Now I know all my Muslim Malay friends reading this might go "oh I'm really sick of all that rendang and rice for the pass three days, give me some burger or pasta!" Well, all I can say to you is Eid Mubarak! and no, I can never have too much rendang, pass me some of yours.
Rendang Ayam Pedas (Spicy Dry Chicken Curry)
Adapted from a recipe from a friend of Mahariz Muzaffar.
- 1 whole chicken, cut up into 12 pieces
- 100 grams dried chilies, soaked and drains
- 200 grams shallots
- 2 cloves garlic
- 2 stalks lemongrass (pounded)
- 5 kaffir lime leaves
- 2 inches galangal
- 3 centimeters ginger
- 2 turmeric leaves
- thick coconut milk from 2 coconuts
- 4 tablespoons toasted grated coconut (kerisik)
- peanut oil
- salt to taste
To prepare the kerisik or toasted coconut, add grated coconut to a dry wok and stir continuously until they turn golden brown. Blend the shallots, garlic, galangal and ginger into a paste in a food processor or blender.
Heat up some peanut oil in a large wok or a heavy stew pot. Saute the blended paste over high heat till fragrant. Blend the chilies and add it to the wok. Reduce the heat to medium high. Once the chili is cooked (about 5 minutes), add the coconut milk, turmeric leaves and lemongrass.
Cook until the mix has thickened somewhat (about 3 minutes), add the chicken, kerisik and kaffir lime leaves. Add salt to taste and cook until oil from the coconut milk has split (referred to as pecah/naik minyak in Malay). The dryness of the rendang is up to your taste. I like it dry, the gravy is paste like and adheres to the meat.

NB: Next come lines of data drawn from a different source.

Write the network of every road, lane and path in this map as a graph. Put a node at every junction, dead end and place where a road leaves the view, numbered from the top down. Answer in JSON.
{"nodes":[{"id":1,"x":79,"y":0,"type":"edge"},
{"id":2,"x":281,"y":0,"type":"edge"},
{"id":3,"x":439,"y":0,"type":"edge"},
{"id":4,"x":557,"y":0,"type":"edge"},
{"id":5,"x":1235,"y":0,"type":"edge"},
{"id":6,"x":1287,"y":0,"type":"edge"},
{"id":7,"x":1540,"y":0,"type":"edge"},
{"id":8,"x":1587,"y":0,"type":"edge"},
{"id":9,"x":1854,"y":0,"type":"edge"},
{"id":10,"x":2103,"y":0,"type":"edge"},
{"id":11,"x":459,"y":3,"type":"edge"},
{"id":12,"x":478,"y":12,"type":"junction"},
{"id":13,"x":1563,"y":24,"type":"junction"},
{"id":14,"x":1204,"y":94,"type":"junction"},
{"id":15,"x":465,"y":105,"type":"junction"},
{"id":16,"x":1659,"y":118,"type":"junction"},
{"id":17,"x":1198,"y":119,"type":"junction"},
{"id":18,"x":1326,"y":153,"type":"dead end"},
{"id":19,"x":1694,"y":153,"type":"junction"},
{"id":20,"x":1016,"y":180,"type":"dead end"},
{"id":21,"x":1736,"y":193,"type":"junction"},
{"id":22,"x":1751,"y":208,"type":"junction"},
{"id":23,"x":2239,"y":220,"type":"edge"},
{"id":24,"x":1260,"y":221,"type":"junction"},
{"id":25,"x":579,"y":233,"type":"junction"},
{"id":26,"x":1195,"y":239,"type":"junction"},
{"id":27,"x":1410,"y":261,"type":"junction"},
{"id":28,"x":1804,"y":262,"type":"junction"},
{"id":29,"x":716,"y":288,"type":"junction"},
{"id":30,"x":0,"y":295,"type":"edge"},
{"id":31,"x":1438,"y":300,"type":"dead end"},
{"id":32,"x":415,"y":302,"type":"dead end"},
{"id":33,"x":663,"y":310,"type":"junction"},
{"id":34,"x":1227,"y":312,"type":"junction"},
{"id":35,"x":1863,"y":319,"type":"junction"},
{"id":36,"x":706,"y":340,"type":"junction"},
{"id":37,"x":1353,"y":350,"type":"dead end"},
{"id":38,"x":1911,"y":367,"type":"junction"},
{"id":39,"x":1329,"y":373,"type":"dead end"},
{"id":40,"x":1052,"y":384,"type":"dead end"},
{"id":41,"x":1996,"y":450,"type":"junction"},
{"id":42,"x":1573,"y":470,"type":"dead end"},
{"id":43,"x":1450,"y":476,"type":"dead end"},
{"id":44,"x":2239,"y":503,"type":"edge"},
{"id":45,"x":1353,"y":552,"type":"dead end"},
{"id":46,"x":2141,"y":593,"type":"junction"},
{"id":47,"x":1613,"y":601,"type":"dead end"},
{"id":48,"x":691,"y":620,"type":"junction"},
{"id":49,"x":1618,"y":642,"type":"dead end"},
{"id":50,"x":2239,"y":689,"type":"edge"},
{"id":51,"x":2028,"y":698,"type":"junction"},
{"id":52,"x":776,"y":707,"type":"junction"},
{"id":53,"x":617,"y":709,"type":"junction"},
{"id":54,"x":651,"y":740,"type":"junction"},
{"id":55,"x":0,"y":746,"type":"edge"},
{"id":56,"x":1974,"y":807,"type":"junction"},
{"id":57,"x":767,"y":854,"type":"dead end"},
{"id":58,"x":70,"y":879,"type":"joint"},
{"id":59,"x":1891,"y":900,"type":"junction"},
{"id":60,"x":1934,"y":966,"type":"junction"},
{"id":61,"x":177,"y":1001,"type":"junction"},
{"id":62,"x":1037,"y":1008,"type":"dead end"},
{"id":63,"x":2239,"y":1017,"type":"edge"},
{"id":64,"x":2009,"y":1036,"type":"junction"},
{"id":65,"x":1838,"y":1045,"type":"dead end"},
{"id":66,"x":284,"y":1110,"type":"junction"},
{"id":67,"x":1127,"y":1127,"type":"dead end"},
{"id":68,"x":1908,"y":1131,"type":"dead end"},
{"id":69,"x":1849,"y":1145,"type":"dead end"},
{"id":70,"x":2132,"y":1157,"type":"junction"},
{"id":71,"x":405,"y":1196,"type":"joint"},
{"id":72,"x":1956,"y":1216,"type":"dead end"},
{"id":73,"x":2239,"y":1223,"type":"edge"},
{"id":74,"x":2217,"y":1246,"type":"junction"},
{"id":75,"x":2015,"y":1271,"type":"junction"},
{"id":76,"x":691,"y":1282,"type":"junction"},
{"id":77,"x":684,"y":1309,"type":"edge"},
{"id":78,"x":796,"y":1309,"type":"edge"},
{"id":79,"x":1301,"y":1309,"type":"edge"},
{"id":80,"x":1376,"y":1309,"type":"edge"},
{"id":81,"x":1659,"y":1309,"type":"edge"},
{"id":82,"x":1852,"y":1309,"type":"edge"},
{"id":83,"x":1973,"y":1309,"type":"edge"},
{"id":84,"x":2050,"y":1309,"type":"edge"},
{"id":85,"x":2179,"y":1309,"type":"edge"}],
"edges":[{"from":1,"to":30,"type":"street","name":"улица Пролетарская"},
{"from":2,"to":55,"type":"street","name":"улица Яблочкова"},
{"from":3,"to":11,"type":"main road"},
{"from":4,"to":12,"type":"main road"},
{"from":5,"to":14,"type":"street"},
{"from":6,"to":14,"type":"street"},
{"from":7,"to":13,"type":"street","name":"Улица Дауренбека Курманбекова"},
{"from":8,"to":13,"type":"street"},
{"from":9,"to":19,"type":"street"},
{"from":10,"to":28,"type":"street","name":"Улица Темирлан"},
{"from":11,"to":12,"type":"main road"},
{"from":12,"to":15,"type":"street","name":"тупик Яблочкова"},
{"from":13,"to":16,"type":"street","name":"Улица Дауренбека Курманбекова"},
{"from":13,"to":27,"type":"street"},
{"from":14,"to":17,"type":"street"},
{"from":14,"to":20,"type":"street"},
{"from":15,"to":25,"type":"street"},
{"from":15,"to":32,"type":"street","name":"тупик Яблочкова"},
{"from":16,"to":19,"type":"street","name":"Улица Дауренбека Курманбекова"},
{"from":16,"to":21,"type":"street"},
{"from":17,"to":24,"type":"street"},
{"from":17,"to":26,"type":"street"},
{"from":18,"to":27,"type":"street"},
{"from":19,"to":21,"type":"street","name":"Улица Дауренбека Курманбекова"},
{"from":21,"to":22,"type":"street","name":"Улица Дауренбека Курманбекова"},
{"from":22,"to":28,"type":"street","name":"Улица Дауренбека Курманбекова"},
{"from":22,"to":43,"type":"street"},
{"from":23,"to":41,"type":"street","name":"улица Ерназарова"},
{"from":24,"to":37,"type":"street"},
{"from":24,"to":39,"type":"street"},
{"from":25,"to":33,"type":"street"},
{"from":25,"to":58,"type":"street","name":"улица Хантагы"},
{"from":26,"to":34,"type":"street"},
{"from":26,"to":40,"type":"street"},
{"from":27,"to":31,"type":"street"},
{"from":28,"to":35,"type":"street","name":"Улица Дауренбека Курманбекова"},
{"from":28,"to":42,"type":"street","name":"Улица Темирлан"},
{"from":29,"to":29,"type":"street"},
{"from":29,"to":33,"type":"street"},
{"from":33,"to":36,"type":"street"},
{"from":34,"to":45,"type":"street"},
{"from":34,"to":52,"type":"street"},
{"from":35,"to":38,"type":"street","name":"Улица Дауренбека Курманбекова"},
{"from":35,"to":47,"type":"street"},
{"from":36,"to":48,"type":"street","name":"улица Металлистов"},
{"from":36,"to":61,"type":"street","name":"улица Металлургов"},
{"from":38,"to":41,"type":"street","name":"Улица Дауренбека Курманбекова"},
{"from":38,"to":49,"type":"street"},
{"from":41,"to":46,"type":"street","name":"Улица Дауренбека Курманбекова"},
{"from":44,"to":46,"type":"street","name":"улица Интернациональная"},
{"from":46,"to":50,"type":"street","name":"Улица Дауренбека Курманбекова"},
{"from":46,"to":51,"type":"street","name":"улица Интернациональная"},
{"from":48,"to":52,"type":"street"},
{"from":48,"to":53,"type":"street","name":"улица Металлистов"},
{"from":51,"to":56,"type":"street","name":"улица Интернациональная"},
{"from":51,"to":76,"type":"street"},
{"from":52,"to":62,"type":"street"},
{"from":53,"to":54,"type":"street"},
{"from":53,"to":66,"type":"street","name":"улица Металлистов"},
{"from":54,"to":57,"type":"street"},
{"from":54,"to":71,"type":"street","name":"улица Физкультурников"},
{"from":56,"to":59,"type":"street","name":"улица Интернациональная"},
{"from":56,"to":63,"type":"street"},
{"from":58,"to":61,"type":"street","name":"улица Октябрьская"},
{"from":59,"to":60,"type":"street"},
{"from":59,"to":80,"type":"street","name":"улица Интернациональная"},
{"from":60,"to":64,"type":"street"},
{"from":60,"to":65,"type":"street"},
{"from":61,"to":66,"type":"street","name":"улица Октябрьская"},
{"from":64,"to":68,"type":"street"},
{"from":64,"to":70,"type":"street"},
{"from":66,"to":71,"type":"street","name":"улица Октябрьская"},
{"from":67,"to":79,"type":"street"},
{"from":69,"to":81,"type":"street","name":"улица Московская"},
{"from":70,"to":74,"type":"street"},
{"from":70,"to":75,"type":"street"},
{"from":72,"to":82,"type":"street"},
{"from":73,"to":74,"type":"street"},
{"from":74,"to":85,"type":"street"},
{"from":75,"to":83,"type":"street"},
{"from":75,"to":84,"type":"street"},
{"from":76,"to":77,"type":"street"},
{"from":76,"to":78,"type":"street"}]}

Serve with nasi minyak (ghee rice, recipe following) or plain warm rice.
Nasi Minyak (Ghee Rice)
Adapted from Najah Nasseri's recipe.
- 4 cups basmati rice
- 4 tablespoons ghee or butter
- kosher salt to taste
- 1 cinnamon stick
- 2 star anise
- 5 cardamom pods
- 6 cloves
- 1 teaspoon saffron (optional)
- 1 cup evaporated milk
- 6 cups water
- a handful of pine nuts, cashew nuts and pistachio nuts, roasted
- some yellow raisins
- some coriander leaves, chopped for garnish
Mix the saffron into the milk. Soak the rice for about 20 minutes and drain.
Fry the spices in ghee/butter until fragrant in a large wok. Add the rice and stir through for about a minute over low heat, taking care not to brown the grains. Add in the milk and salt and gently stir over a low fire until the mixture just starts to boil. Add the water, mix through and move to a rice cooker.

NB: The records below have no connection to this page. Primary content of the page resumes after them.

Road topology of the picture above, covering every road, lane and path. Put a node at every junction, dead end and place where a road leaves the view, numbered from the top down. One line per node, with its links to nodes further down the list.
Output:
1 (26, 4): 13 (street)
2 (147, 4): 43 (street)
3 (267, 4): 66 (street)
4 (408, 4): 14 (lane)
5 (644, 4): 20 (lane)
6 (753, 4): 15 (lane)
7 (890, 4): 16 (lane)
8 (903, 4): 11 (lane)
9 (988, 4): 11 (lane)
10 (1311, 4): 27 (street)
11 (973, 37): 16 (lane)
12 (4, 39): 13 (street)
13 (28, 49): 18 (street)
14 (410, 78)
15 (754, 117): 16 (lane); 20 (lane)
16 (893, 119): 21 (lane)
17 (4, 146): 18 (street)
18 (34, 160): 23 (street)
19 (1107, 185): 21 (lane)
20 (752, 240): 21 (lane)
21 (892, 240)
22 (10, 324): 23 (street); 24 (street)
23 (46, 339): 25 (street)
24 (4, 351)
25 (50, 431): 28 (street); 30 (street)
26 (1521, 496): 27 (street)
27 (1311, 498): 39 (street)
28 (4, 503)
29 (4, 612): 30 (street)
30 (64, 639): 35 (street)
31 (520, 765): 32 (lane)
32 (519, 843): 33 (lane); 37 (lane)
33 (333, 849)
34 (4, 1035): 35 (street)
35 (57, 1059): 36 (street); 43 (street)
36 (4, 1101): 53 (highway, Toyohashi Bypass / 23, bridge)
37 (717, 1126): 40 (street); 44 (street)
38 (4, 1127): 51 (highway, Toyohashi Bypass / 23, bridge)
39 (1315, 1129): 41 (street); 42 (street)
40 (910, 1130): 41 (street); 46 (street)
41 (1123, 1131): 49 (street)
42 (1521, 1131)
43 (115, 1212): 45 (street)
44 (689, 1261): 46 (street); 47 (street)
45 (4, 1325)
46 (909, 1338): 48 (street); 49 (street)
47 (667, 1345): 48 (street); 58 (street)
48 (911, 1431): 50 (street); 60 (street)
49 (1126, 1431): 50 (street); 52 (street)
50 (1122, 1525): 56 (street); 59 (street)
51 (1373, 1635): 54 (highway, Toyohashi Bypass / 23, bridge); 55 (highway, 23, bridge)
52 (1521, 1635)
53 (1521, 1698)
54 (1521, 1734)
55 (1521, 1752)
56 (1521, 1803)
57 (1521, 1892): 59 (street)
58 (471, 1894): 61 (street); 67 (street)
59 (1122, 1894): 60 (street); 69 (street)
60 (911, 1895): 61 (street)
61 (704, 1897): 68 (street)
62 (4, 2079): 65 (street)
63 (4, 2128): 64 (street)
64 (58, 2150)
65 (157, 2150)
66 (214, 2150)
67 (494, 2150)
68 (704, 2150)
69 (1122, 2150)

Once the rice is cooked, open the cover to release the steam. Switch off the cooker and let stand for about 20 minutes. Loosen the rice with a long chopstick. If you don't have saffron at hand, at this point you may add some yellow food coloring before stirring the rice.
Serve warm, layering the rice with the nuts, raisins and coriander leaves.
Note: If you are interested in the beef version of rendang, there is a good recipe at Bee's Rasa Malaysia. The spices are different to treat beef, it's not advisable to trade the chicken in this recipe for beef.
Kerisik can be found ready made in Singapore where freshly grated coconut is hard to come by.